== WHAT THE TASK ASKS ==
Images aside, the whole listing should be written out word for word.

== SUPPLIED DATA ==
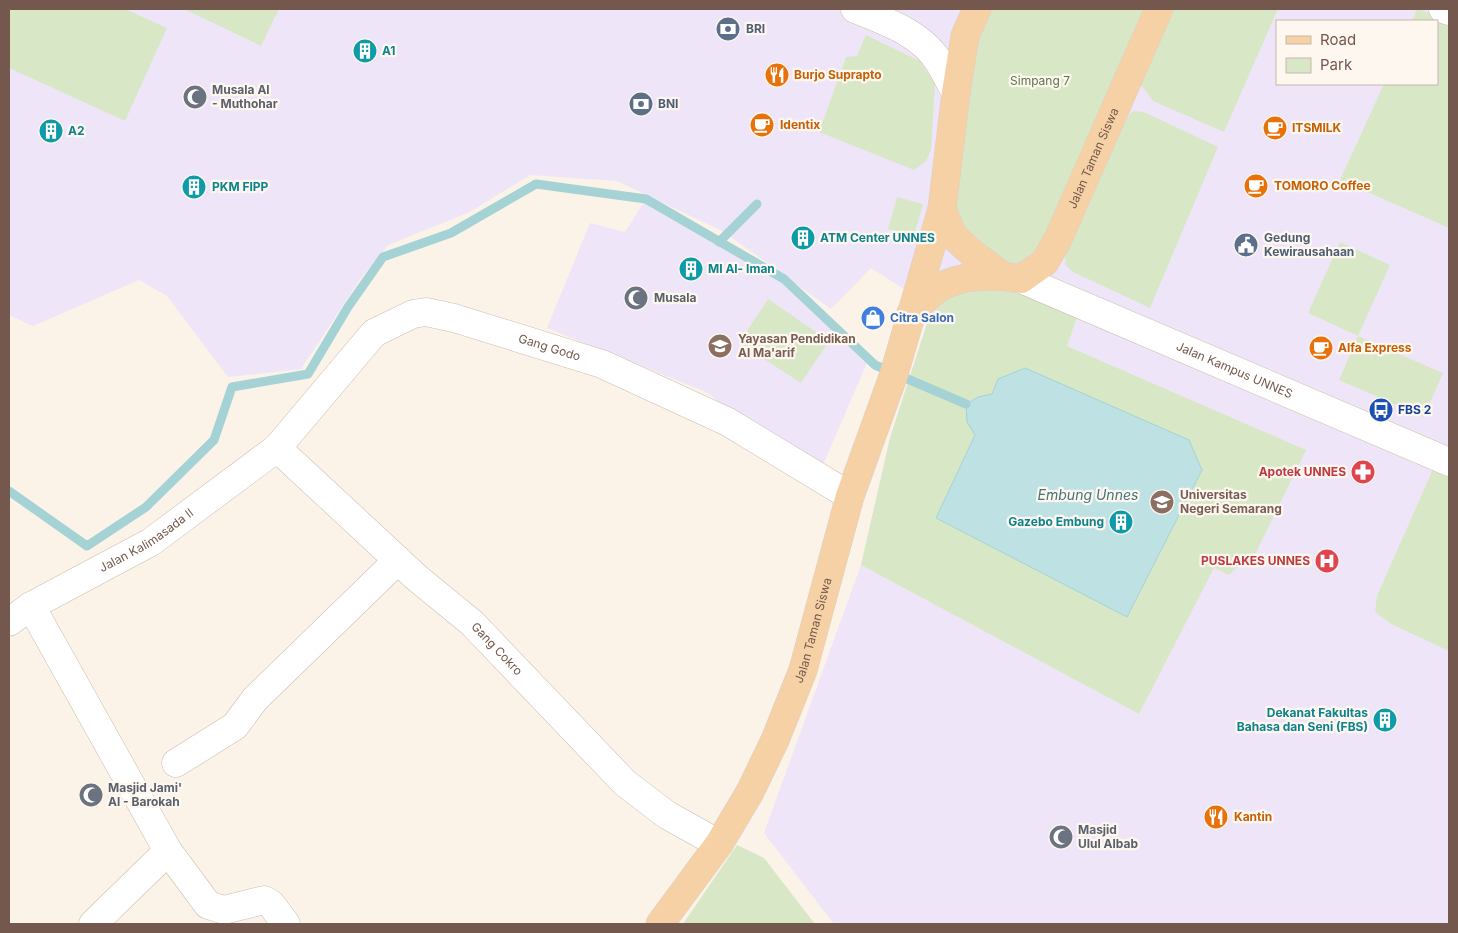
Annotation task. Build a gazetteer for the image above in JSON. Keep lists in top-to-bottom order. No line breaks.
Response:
{"streets":{"main road":["Jalan Taman Siswa"],"street":["Gang Godo","Jalan Kampus UNNES","Jalan Kalimasada II","Gang Cokro"]},"crossings":[["Jalan Taman Siswa","Gang Godo"],["Jalan Taman Siswa","Jalan Kampus UNNES"],["Jalan Taman Siswa","Gang Cokro"],["Gang Godo","Jalan Kalimasada II"],["Gang Godo","Gang Cokro"],["Jalan Kalimasada II","Gang Cokro"]],"water":["Embung Unnes"],"parks":["Simpang 7"],"places":{"bank":["BRI","BNI"],"building":["A1","A2","PKM FIPP","ATM Center UNNES","MI Al- Iman","Gazebo Embung","Dekanat Fakultas Bahasa dan Seni (FBS)"],"restaurant":["Burjo Suprapto","Kantin"],"mosque":["Musala Al - Muthohar","Musala","Masjid Jami' Al - Barokah","Masjid Ulul Albab"],"cafe":["Identix","ITSMILK","TOMORO Coffee","Alfa Express"],"public building":["Gedung Kewirausahaan"],"shop":["Citra Salon"],"school or university":["Yayasan Pendidikan Al Ma'arif","Universitas Negeri Semarang"],"bus stop":["FBS 2"],"pharmacy":["Apotek UNNES"],"hospital":["PUSLAKES UNNES"]},"legend":["Road","Park"]}
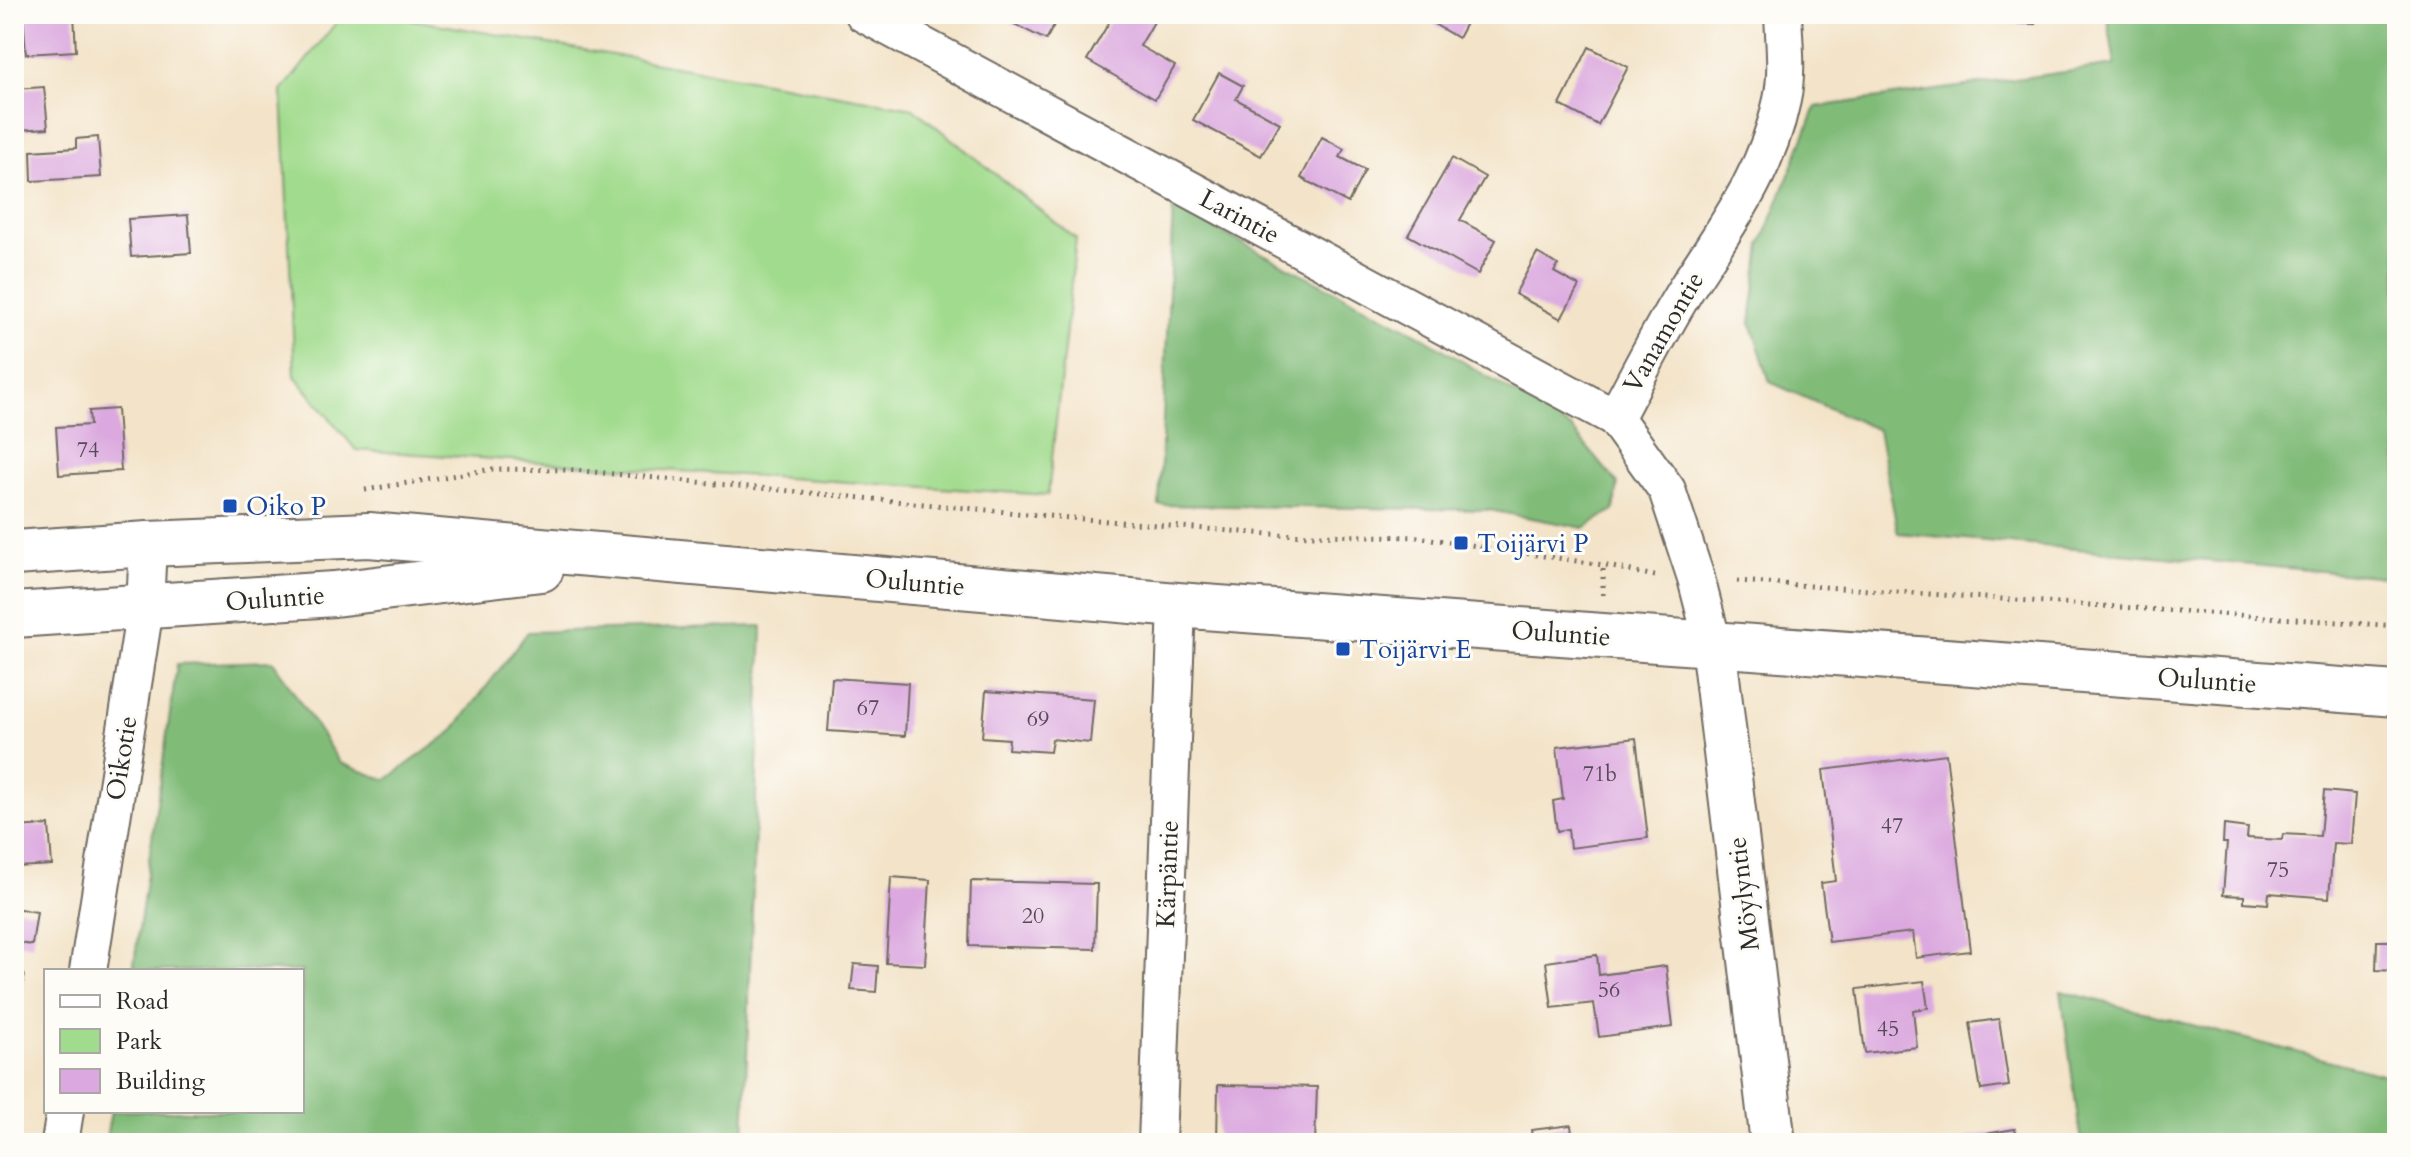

== TASK RESULT ==
Annotation task. Build a gazetteer for the image above in JSON. Keep lists in top-to-bottom order. No line breaks.
Response:
{"streets":{"main road":["Jalan Taman Siswa"],"street":["Gang Godo","Jalan Kampus UNNES","Jalan Kalimasada II","Gang Cokro"]},"crossings":[["Jalan Taman Siswa","Gang Godo"],["Jalan Taman Siswa","Jalan Kampus UNNES"],["Jalan Taman Siswa","Gang Cokro"],["Gang Godo","Jalan Kalimasada II"],["Gang Godo","Gang Cokro"],["Jalan Kalimasada II","Gang Cokro"]],"water":["Embung Unnes"],"parks":["Simpang 7"],"places":{"bank":["BRI","BNI"],"building":["A1","A2","PKM FIPP","ATM Center UNNES","MI Al- Iman","Gazebo Embung","Dekanat Fakultas Bahasa dan Seni (FBS)"],"restaurant":["Burjo Suprapto","Kantin"],"mosque":["Musala Al - Muthohar","Musala","Masjid Jami' Al - Barokah","Masjid Ulul Albab"],"cafe":["Identix","ITSMILK","TOMORO Coffee","Alfa Express"],"public building":["Gedung Kewirausahaan"],"shop":["Citra Salon"],"school or university":["Yayasan Pendidikan Al Ma'arif","Universitas Negeri Semarang"],"bus stop":["FBS 2"],"pharmacy":["Apotek UNNES"],"hospital":["PUSLAKES UNNES"]},"legend":["Road","Park"]}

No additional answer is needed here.